• **Your goal**:
Your response should reproduce every line of the entries that contains the word "JIRÓN".

* * * * * * * * *

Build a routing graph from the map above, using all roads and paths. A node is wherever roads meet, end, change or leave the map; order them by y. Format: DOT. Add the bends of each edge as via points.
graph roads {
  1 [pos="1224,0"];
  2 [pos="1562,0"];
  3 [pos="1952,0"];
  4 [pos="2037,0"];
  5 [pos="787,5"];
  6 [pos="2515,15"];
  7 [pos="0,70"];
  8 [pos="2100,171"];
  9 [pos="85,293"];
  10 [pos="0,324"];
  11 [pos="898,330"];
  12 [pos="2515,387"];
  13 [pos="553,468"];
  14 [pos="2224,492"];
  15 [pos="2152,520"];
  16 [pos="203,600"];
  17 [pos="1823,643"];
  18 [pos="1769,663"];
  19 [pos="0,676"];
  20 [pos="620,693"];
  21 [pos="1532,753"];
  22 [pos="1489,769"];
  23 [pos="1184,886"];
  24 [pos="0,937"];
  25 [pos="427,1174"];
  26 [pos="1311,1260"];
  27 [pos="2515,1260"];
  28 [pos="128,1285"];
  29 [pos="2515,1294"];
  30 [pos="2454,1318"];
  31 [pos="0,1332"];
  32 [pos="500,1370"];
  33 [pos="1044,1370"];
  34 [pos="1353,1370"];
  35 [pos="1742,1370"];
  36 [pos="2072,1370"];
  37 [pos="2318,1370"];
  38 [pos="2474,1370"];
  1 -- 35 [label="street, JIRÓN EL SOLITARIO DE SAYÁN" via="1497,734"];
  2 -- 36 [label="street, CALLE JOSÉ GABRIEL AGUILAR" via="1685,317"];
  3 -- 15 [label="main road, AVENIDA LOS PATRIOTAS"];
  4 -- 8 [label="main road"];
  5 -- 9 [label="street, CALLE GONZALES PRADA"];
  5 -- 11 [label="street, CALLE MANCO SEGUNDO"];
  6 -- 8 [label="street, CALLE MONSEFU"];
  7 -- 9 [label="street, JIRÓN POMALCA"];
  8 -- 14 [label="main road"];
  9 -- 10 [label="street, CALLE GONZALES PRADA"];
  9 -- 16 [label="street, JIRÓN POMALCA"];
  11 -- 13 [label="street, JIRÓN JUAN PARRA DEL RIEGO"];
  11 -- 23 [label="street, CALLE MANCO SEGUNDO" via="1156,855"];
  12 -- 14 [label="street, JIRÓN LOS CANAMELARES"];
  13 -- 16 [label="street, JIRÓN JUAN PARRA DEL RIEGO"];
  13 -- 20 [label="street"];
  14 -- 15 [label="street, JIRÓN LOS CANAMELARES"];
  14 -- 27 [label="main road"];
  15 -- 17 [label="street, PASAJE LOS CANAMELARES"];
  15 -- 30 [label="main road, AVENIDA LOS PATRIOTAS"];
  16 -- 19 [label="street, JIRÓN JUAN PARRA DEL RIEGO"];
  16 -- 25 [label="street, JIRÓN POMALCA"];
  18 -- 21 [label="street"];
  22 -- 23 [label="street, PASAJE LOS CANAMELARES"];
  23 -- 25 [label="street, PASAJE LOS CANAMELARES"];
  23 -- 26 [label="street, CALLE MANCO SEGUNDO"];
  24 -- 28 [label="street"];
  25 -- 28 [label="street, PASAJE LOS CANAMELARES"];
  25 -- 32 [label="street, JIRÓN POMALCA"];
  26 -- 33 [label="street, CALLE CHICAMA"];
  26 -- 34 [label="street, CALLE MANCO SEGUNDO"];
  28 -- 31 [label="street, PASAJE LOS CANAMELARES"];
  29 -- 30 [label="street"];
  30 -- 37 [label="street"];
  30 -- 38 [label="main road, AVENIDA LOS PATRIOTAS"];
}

* * * * * * * * *

• **Task result**:
  1 -- 35 [label="street, JIRÓN EL SOLITARIO DE SAYÁN" via="1497,734"];
  7 -- 9 [label="street, JIRÓN POMALCA"];
  9 -- 16 [label="street, JIRÓN POMALCA"];
  11 -- 13 [label="street, JIRÓN JUAN PARRA DEL RIEGO"];
  12 -- 14 [label="street, JIRÓN LOS CANAMELARES"];
  13 -- 16 [label="street, JIRÓN JUAN PARRA DEL RIEGO"];
  14 -- 15 [label="street, JIRÓN LOS CANAMELARES"];
  16 -- 19 [label="street, JIRÓN JUAN PARRA DEL RIEGO"];
  16 -- 25 [label="street, JIRÓN POMALCA"];
  25 -- 32 [label="street, JIRÓN POMALCA"];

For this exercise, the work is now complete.